North Carolina is no exception. Once they had Sunday hunting and then it was overturned and hunting on that day hasn’t occurred since 1869. Efforts have been underway for several years to get Legislators to drop that ban.

North Carolina appears to be taking a detailed and democratic approach in dealing with a complex and passionate controversy. The North Carolina Wildlife Resources Commission, first decided to begin a series of public hearings across the entire state to include all nine wildlife management districts. The meetings would be to gather input on all proposed changes to hunting, fishing and trapping laws but the Sunday hunting issue took center stage.

At the request of Governor Easley, the Wildlife Commission has been instructed to conduct a study, as part of House Bill 505. Before this bill, the one that will allow Sunday hunting if passed, is voted on in the house, the Governor wants a complete study with input from what appears to be everybody, every business, every church, you name it, I think it is on the list.

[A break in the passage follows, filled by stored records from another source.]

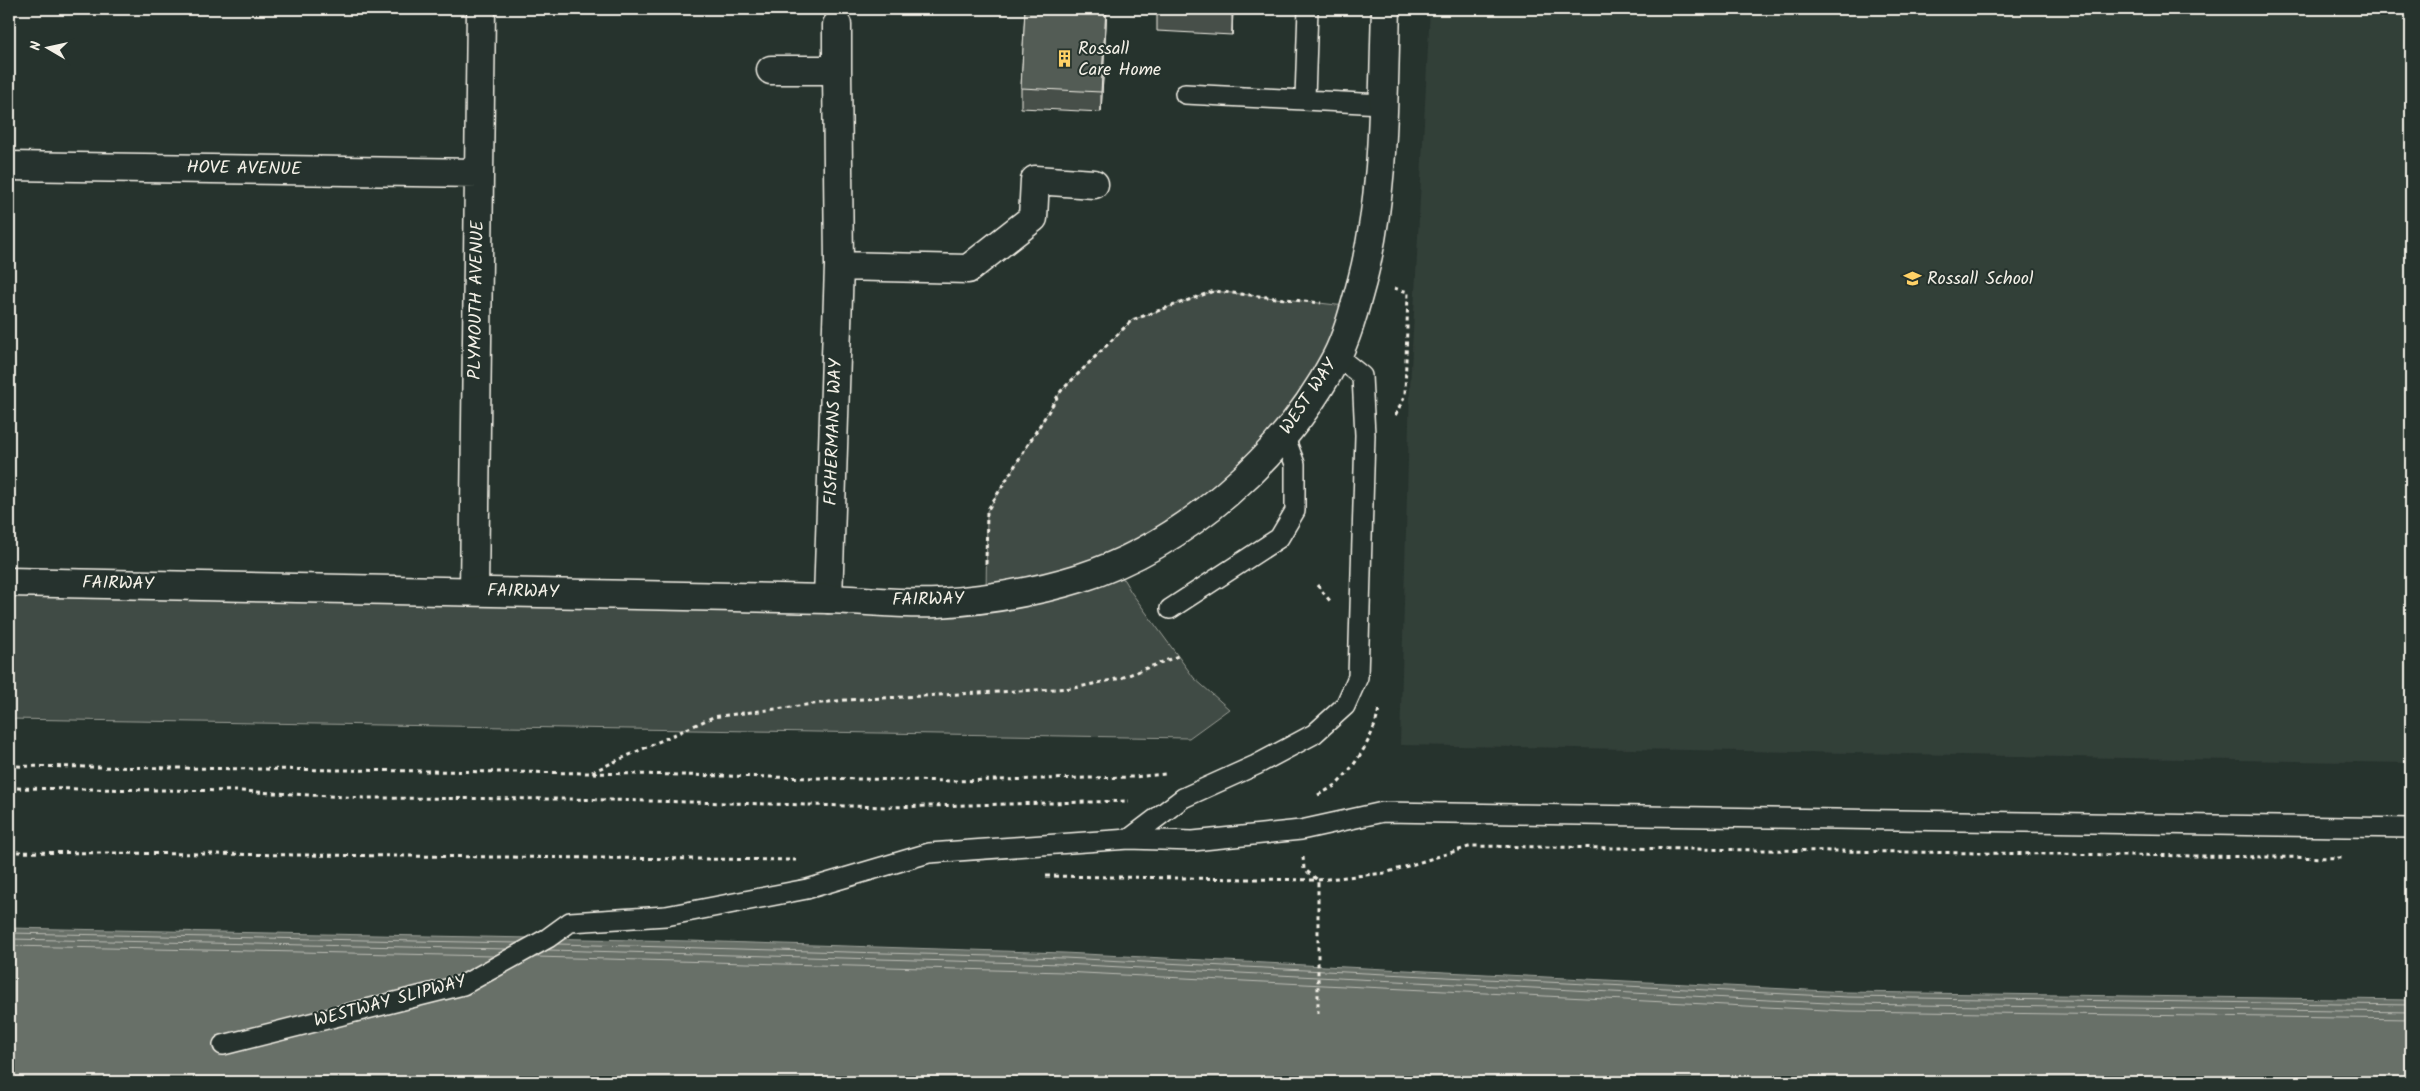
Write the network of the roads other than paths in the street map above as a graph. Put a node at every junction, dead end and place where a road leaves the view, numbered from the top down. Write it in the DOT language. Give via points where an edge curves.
graph roads {
  1 [pos="481,9"];
  2 [pos="1308,9"];
  3 [pos="1386,9"];
  4 [pos="837,25"];
  5 [pos="771,70"];
  6 [pos="837,70"];
  7 [pos="1185,94"];
  8 [pos="1305,98"];
  9 [pos="1382,104"];
  10 [pos="9,166"];
  11 [pos="478,173"];
  12 [pos="1094,184"];
  13 [pos="839,266"];
  14 [pos="1337,356"];
  15 [pos="1284,435"];
  16 [pos="9,582"];
  17 [pos="1037,589"];
  18 [pos="474,591"];
  19 [pos="828,599"];
  20 [pos="1170,609"];
  21 [pos="2411,828"];
  22 [pos="1129,839"];
  23 [pos="223,1045"];
  1 -- 11 [label="street, PLYMOUTH AVENUE"];
  2 -- 8 [label="lane"];
  3 -- 9 [label="street, WEST WAY"];
  4 -- 6 [label="street, FISHERMANS WAY"];
  5 -- 6 [label="street"];
  6 -- 13 [label="street, FISHERMANS WAY"];
  7 -- 8 [label="lane"];
  8 -- 9 [label="lane"];
  9 -- 14 [label="street, WEST WAY" via="1375,206 1362,278"];
  10 -- 11 [label="street, HOVE AVENUE"];
  11 -- 18 [label="street, PLYMOUTH AVENUE"];
  12 -- 13 [label="street" via="1035,180 1033,218 968,269"];
  13 -- 19 [label="street, FISHERMANS WAY"];
  14 -- 15 [label="street, WEST WAY" via="1314,395"];
  14 -- 22 [label="lane" via="1362,376 1365,436 1358,678 1345,706 1314,734 1256,765 1182,798"];
  15 -- 17 [label="street, WEST WAY" via="1198,518 1152,547 1080,578"];
  15 -- 20 [label="lane" via="1295,464 1295,512 1279,538"];
  16 -- 18 [label="street, FAIRWAY"];
  17 -- 19 [label="street, FAIRWAY" via="937,603"];
  18 -- 19 [label="street, FAIRWAY"];
  21 -- 22 [label="lane, WESTWAY SLIPWAY" via="1383,812 1301,830 1193,841"];
  22 -- 23 [label="lane, WESTWAY SLIPWAY" via="929,853 798,891 666,916 570,922 548,938 463,985"];
}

HB505 states in part that the Wildlife Commission,

“shall study the issue of allowing hunting on Sundays at a limited number of State game lands.”

The first of that study came when Wildlife Commissioners conducted public hearings across the state. Also as part of the study, the NCWRC was also instructed to consider the following items and gather data, feedback and comments.

* “Individual game land suitability for Sunday hunting, including the status of resident wildlife species, proximity to population centers, and range of recreational opportunities available.

* Allowable hunting activities, including methods of taking and the use of dogs.

* Limiting hunting privileges to avoid conflict with religious services.

* The needs of persons pursuing nonhunting outdoor recreational activities, including private landowners, family picnics, hiking, canoeing, birding, horseback riding, climbing, and biking.”

In looking at all of these items on there list, the Commission was told to,

obtain input from “representatives of interested parties,” including landowners, various conservation organizations, agricultural groups, hunting clubs, shooting preserve operators, religious organizations and other recreational entities

The results of this study are to be presented to a Joint Legislative Commission on Governmental Operations by March 15, 2006.

There will always be opposing views to the Sunday hunting issue as there was in the past about stores being open on Sundays and other sporting events being played on that day. Most arguements from both sides of the aisle are bonafide and legitimate. Some are lame.

All factors need to be considered and a democratic process that isn’t controlled by money and lawyers, needs to be the ruling factor. It is up to the majority of citizens as to what they want for their state.

It appears to me, and I’m sure the study being conducted has some flaws and will not create perfect results, that North Carolina has begun a process that is fair and balanced. The end result, which will be no different than results derived from living in a democracy, is some people will be happy, some people will not, and some people will not care. Hopefully, the advantages, no matter which side of the issue you sit on, will outweigh the disadvantages. And that is how our system works.